After the court-martial on 18 May he was appointed to the Commerce de Marseille, and in September to the Victory, then in the Mediterranean, as part of the following of Sir John Jervis, going out as commander-in-chief. He went out with Sir John in the Lively frigate, and on 8 June 1796 was promoted to the rank of commander. For six weeks he was acting captain of the Mignonne on the coast of Corsica; he was then appointed to the Petrel, in which in August he took the merchants of the British factory at Leghorn to Naples, where on 12 Aug., the Prince of Wales's birthday, he entertained Prince Augustus (afterwards Duke of Sussex), Sir William Hamilton, and ‘his beautiful lady’ at dinner.

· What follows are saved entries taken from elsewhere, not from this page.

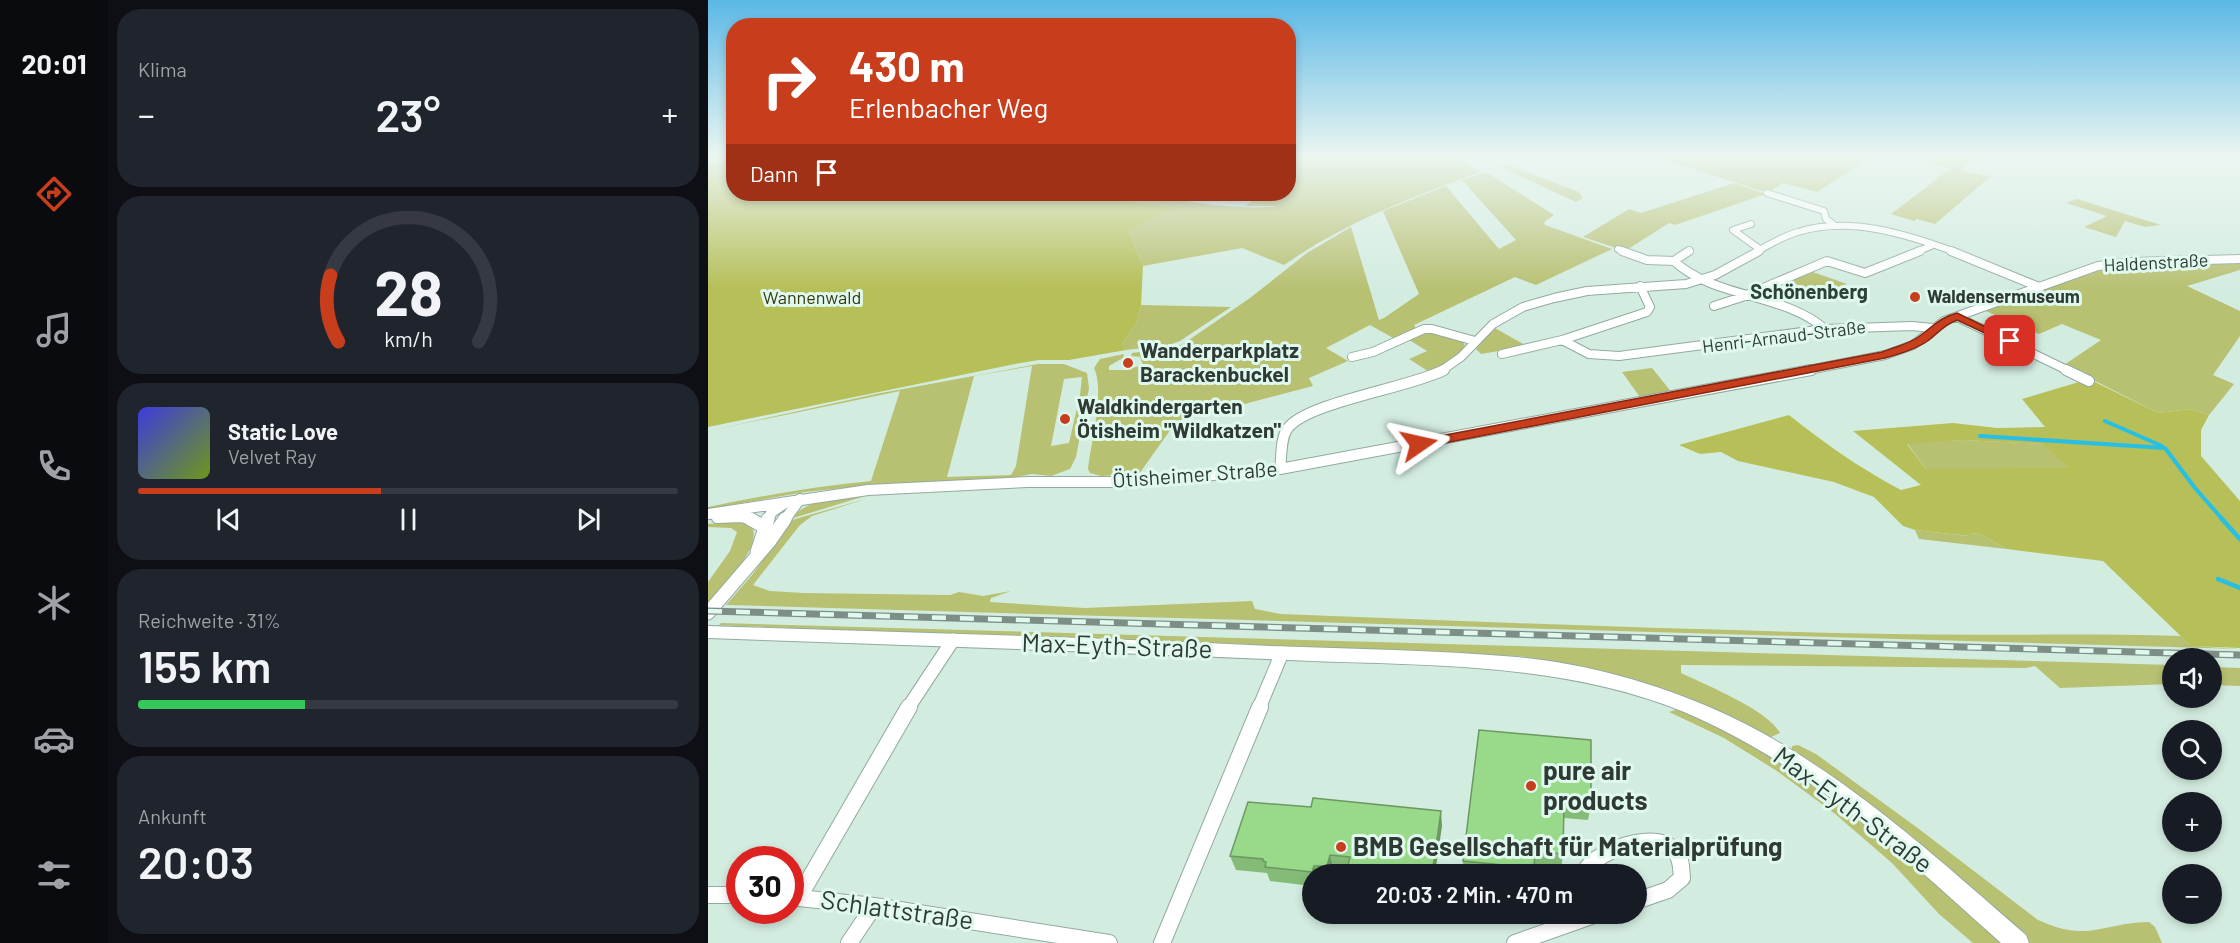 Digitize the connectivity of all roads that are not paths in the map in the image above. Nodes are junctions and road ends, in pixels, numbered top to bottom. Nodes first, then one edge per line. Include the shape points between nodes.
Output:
1 (1790, 201) edge
2 (1751, 224) dead end
3 (1833, 224) junction
4 (1930, 246) junction
5 (1618, 249) dead end
6 (1761, 250) junction
7 (1689, 251) dead end
8 (2240, 259) edge
9 (1674, 261) junction
10 (1703, 280) junction
11 (1640, 286) junction
12 (2039, 287) junction
13 (1749, 295) junction
14 (1714, 306) dead end
15 (1957, 317) junction
16 (1933, 328) junction
17 (1825, 329) junction
18 (1562, 340) junction
19 (1475, 341) junction
20 (1502, 354) dead end
21 (1352, 357) dead end
22 (2089, 381) dead end
23 (1280, 469) junction
24 (795, 499) junction
25 (708, 514) edge
26 (708, 519) edge
27 (763, 526) junction
28 (756, 555) junction
29 (708, 613) edge
30 (708, 632) edge
31 (953, 640) junction
32 (1281, 653) junction
33 (1591, 864) edge
34 (804, 882) edge
35 (708, 895) edge
36 (726, 896) edge
37 (1647, 897) edge
38 (804, 898) edge
39 (874, 906) junction
40 (1559, 924) edge
41 (1066, 939) edge
42 (849, 943) edge
43 (1109, 943) edge
44 (1162, 943) edge
45 (1515, 943) edge
46 (2018, 943) edge

1 - 3 street via 1824,211
2 - 6 street via 1733,230
3 - 4 street via 1871,227
3 - 6 street via 1797,232
4 - 12 street
4 - 13 street via 1865,273 1827,261
5 - 9 street via 1647,260
6 - 10 street
7 - 9 street
8 - 12 street, Haldenstraße via 2110,264
9 - 10 street
10 - 11 street
10 - 13 street
11 - 18 street via 1650,307 1647,312
11 - 19 street via 1573,294 1530,306 1499,319
12 - 15 street, Henri-Arnaud-Straße
13 - 14 street
13 - 17 street via 1810,317
15 - 16 street, Henri-Arnaud-Straße
15 - 22 street
16 - 17 street, Henri-Arnaud-Straße
16 - 23 street, Ötisheimer Straße via 1913,345 1885,355
17 - 18 street, Henri-Arnaud-Straße via 1619,356 1586,354
18 - 20 street
19 - 21 street via 1424,329
19 - 23 street via 1453,364 1426,378 1296,420 1285,437
23 - 24 street, Ötisheimer Straße via 1135,482 922,486
24 - 25 street, Ötisheimer Straße
24 - 27 street via 771,512
24 - 28 street via 769,542
26 - 27 street via 740,517 754,519
27 - 28 street
28 - 29 street
30 - 31 street, Max-Eyth-Straße
31 - 32 street, Max-Eyth-Straße
31 - 34 street via 919,689
32 - 44 street
32 - 46 street, Max-Eyth-Straße via 1519,664 1625,685 1711,716 1775,750 1824,783 1903,842
33 - 37 street via 1615,848 1660,841 1670,846 1683,865 1682,878 1668,890
35 - 36 street
38 - 39 street, Schlattstraße
39 - 41 street, Schlattstraße
39 - 42 street
40 - 45 street
41 - 43 street, Schlattstraße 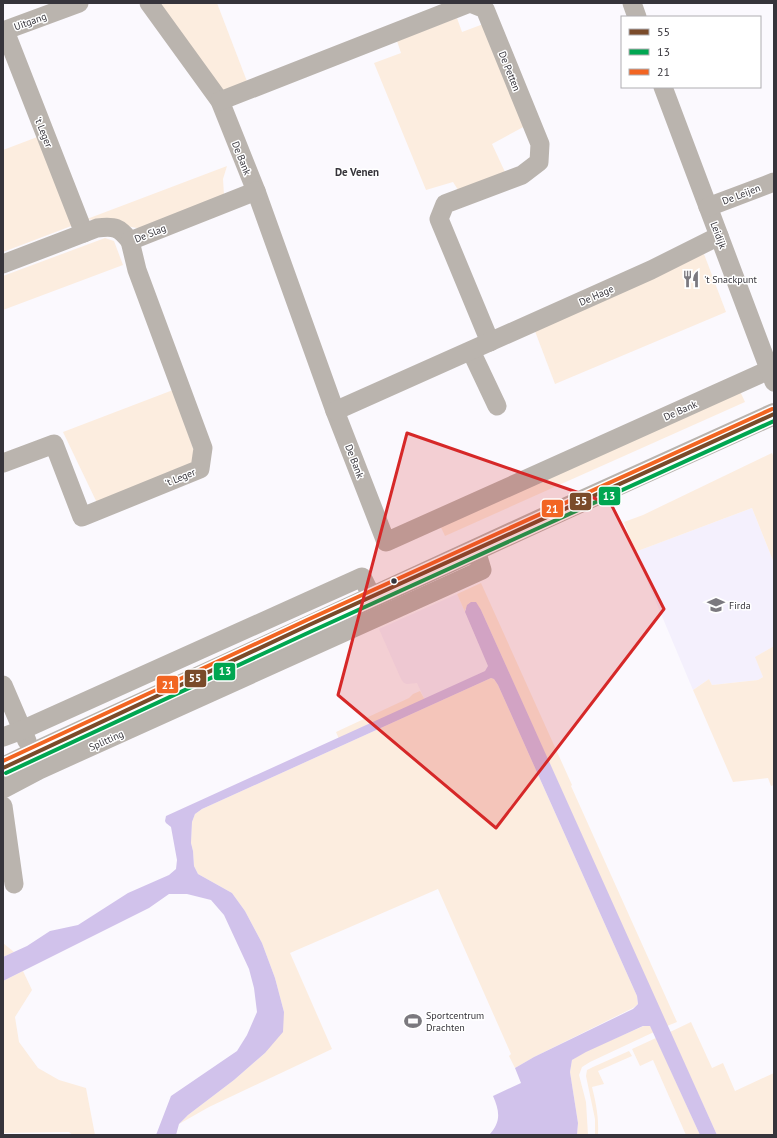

The Petrel after this went up the Adriatic, and back to Elba, where James was superseded, and appointed by Commodore Nelson to the Dromedary store-ship, in which he took Commissioner Coffin and the officers of the yard at Elba down the Mediterranean, with orders to carry them to Lisbon, in company with the Southampton frigate. On 11 Feb. 1797, in passing through the Gut, they were chased by the Spanish fleet, which they counted as numbering twenty-seven sail of the line, and were thus, on joining the admiral on the 13th, able to give him exact information. The Dromedary was ordered to proceed at once to the Tagus, where James was moved into the Corso brig of 24 guns, with a nominal complement of 121 men, but having actually only thirty-nine besides officers. On 23 March he sailed from Lisbon, with orders to cruise off Teneriffe as long as his water and provisions lasted. Within a few days after getting on his station he was chased by an enemy's squadron, from which he escaped only by throwing overboard most of his guns, his provisions, his ballast, and starting his water; but he managed to remain out for three months, and on rejoining the admiral off Cadiz was sent back under similar orders, with a few guns supplied from the fleet, and some men, naturally of the worst character—foreigners or mutineers from the Channel fleet. After a singularly adventurous cruise, he returned to Gibraltar in the end of October. In November the Corso was sent to England with despatches, and on rejoining the fleet in January 1798 was employed in cruising and the protection of trade on the coasts of Spain and Africa as far as Tunis. On 24 Oct. James was posted to the Canopus, one of the prizes from the Nile, and, refitting her at Lisbon, took her home towards the end of 1799. This was the end of his sea service. On the renewal of the war in 1803 he had command for some time of the sea fencibles on the coast of Cornwall; but for the rest of his life he resided in simple retirement near Falmouth, and died in 1827, preserving to the last his high spirits and genial temper. He married Henrietta Pender of Falmouth, and left issue two daughters, of whom the younger, Henrietta, married in 1808 Admiral Thomas Ball Sulivan [q. v.]
James's journal deals with minor incidents illustrating life in the navy through the latter half of last century. It was lent by the family to W. H. G. Kingston [q. v.], who made it the groundwork of his carelessly constructed story of sea-adventure entitled ‘Hurricane Hurry.’